[Exercise goal]:
Retype every entry word for word. Omit the pictures.
-=-=-
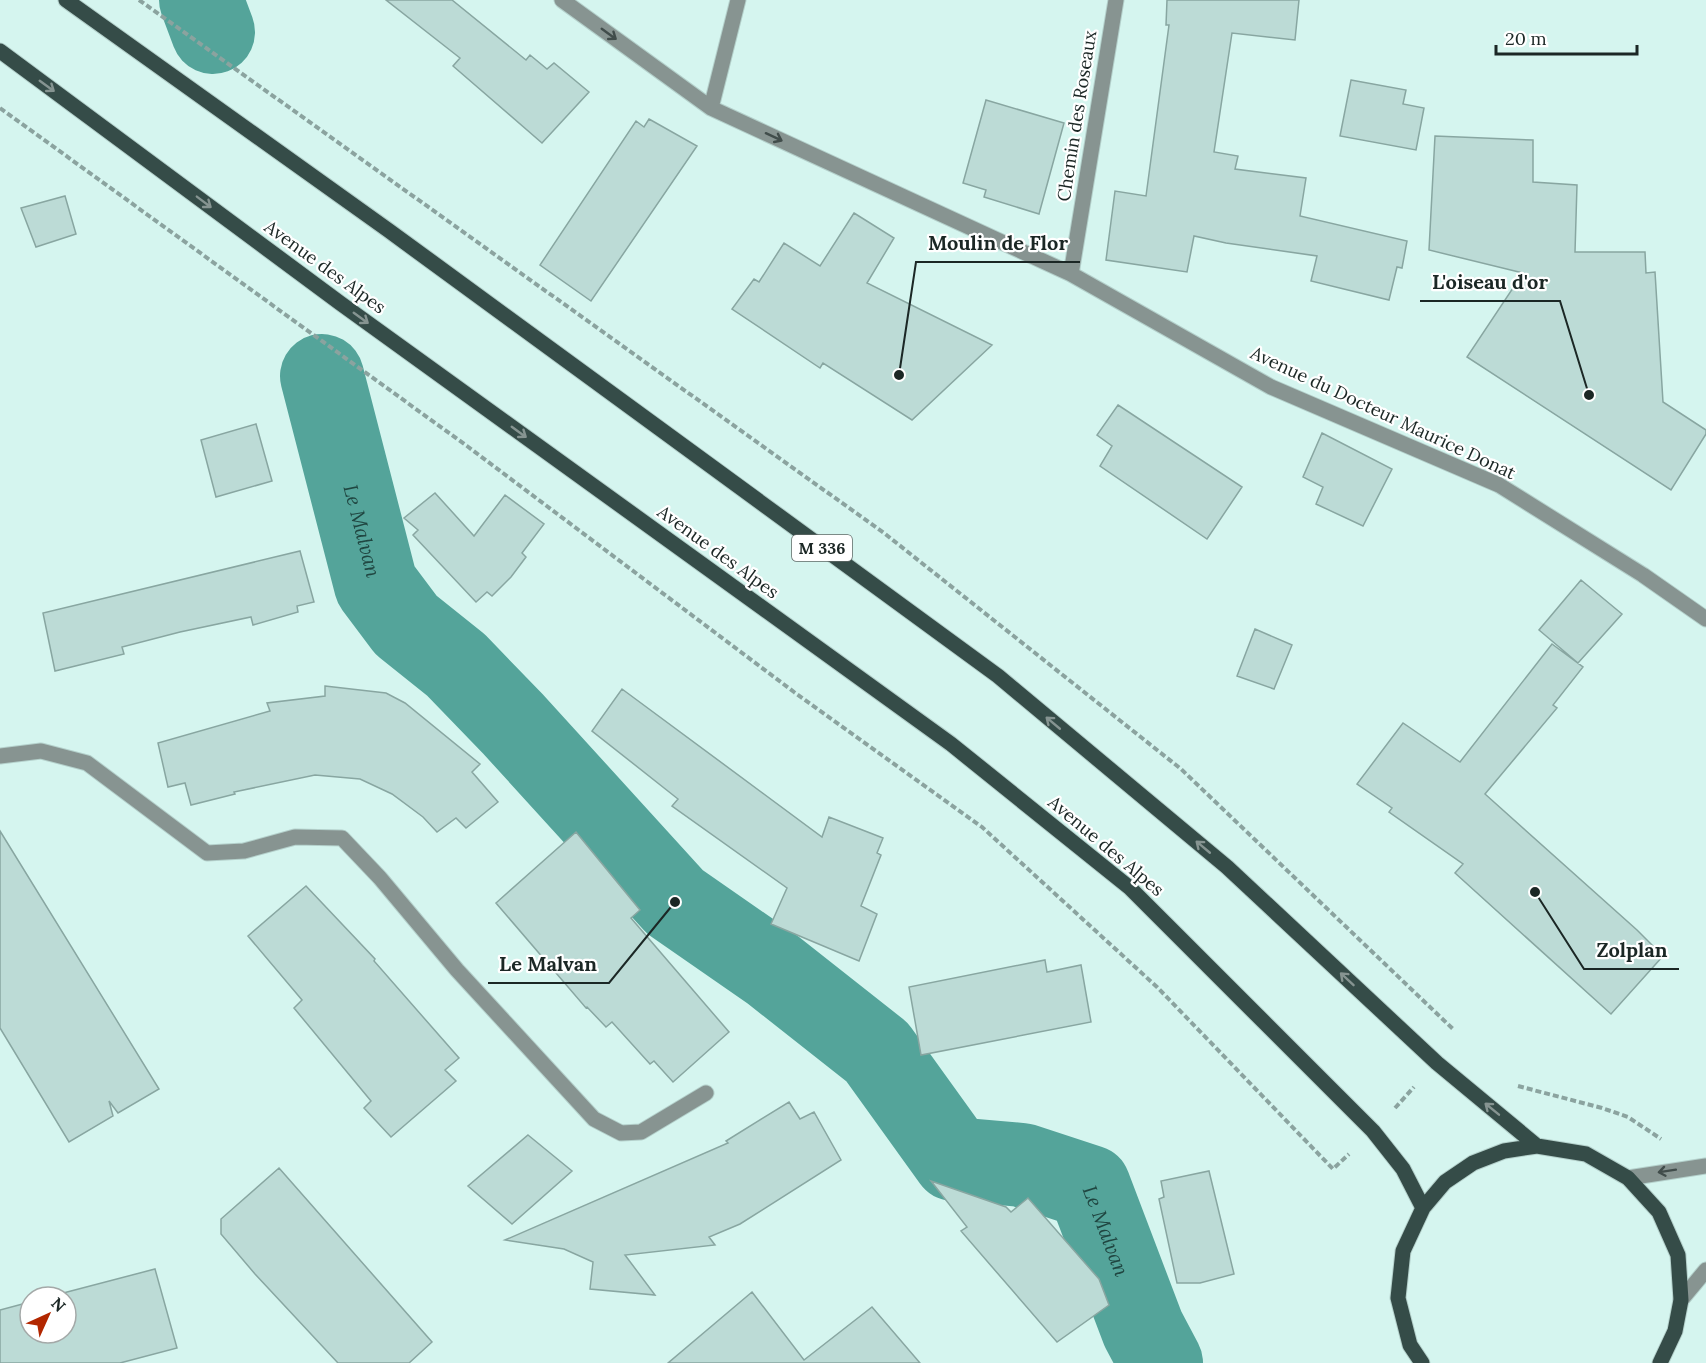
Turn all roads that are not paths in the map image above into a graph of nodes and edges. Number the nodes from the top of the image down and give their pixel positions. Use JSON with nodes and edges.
{"nodes":[{"id":1,"x":66,"y":0,"type":"edge"},
{"id":2,"x":562,"y":0,"type":"edge"},
{"id":3,"x":738,"y":0,"type":"edge"},
{"id":4,"x":1116,"y":0,"type":"edge"},
{"id":5,"x":0,"y":51,"type":"edge"},
{"id":6,"x":711,"y":108,"type":"junction"},
{"id":7,"x":1071,"y":274,"type":"junction"},
{"id":8,"x":1706,"y":619,"type":"edge"},
{"id":9,"x":0,"y":756,"type":"edge"},
{"id":10,"x":706,"y":1093,"type":"dead end"},
{"id":11,"x":1537,"y":1146,"type":"junction"},
{"id":12,"x":1706,"y":1166,"type":"edge"},
{"id":13,"x":1628,"y":1178,"type":"junction"},
{"id":14,"x":1422,"y":1208,"type":"junction"},
{"id":15,"x":1706,"y":1270,"type":"edge"},
{"id":16,"x":1681,"y":1300,"type":"junction"},
{"id":17,"x":1422,"y":1363,"type":"edge"},
{"id":18,"x":1660,"y":1363,"type":"edge"}],
"edges":[{"from":11,"to":1,"type":"main road","number":"M 336","one_way":true},
{"from":2,"to":6,"type":"street","name":"Avenue du Docteur Maurice Donat","one_way":true},
{"from":3,"to":6,"type":"street"},
{"from":4,"to":7,"type":"street","name":"Chemin des Roseaux"},
{"from":5,"to":14,"type":"main road","name":"Avenue des Alpes","one_way":true},
{"from":6,"to":7,"type":"street","name":"Avenue du Docteur Maurice Donat","one_way":true},
{"from":7,"to":8,"type":"street","name":"Avenue du Docteur Maurice Donat"},
{"from":9,"to":10,"type":"street"},
{"from":11,"to":13,"type":"main road"},
{"from":11,"to":14,"type":"main road"},
{"from":12,"to":13,"type":"street","one_way":true},
{"from":13,"to":16,"type":"main road"},
{"from":14,"to":17,"type":"main road"},
{"from":15,"to":16,"type":"street"},
{"from":16,"to":18,"type":"main road"}]}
-=-=-
[Answer section]:
Turn all roads that are not paths in the map image above into a graph of nodes and edges. Number the nodes from the top of the image down and give their pixel positions. Use JSON with nodes and edges.
{"nodes":[{"id":1,"x":66,"y":0,"type":"edge"},
{"id":2,"x":562,"y":0,"type":"edge"},
{"id":3,"x":738,"y":0,"type":"edge"},
{"id":4,"x":1116,"y":0,"type":"edge"},
{"id":5,"x":0,"y":51,"type":"edge"},
{"id":6,"x":711,"y":108,"type":"junction"},
{"id":7,"x":1071,"y":274,"type":"junction"},
{"id":8,"x":1706,"y":619,"type":"edge"},
{"id":9,"x":0,"y":756,"type":"edge"},
{"id":10,"x":706,"y":1093,"type":"dead end"},
{"id":11,"x":1537,"y":1146,"type":"junction"},
{"id":12,"x":1706,"y":1166,"type":"edge"},
{"id":13,"x":1628,"y":1178,"type":"junction"},
{"id":14,"x":1422,"y":1208,"type":"junction"},
{"id":15,"x":1706,"y":1270,"type":"edge"},
{"id":16,"x":1681,"y":1300,"type":"junction"},
{"id":17,"x":1422,"y":1363,"type":"edge"},
{"id":18,"x":1660,"y":1363,"type":"edge"}],
"edges":[{"from":11,"to":1,"type":"main road","number":"M 336","one_way":true},
{"from":2,"to":6,"type":"street","name":"Avenue du Docteur Maurice Donat","one_way":true},
{"from":3,"to":6,"type":"street"},
{"from":4,"to":7,"type":"street","name":"Chemin des Roseaux"},
{"from":5,"to":14,"type":"main road","name":"Avenue des Alpes","one_way":true},
{"from":6,"to":7,"type":"street","name":"Avenue du Docteur Maurice Donat","one_way":true},
{"from":7,"to":8,"type":"street","name":"Avenue du Docteur Maurice Donat"},
{"from":9,"to":10,"type":"street"},
{"from":11,"to":13,"type":"main road"},
{"from":11,"to":14,"type":"main road"},
{"from":12,"to":13,"type":"street","one_way":true},
{"from":13,"to":16,"type":"main road"},
{"from":14,"to":17,"type":"main road"},
{"from":15,"to":16,"type":"street"},
{"from":16,"to":18,"type":"main road"}]}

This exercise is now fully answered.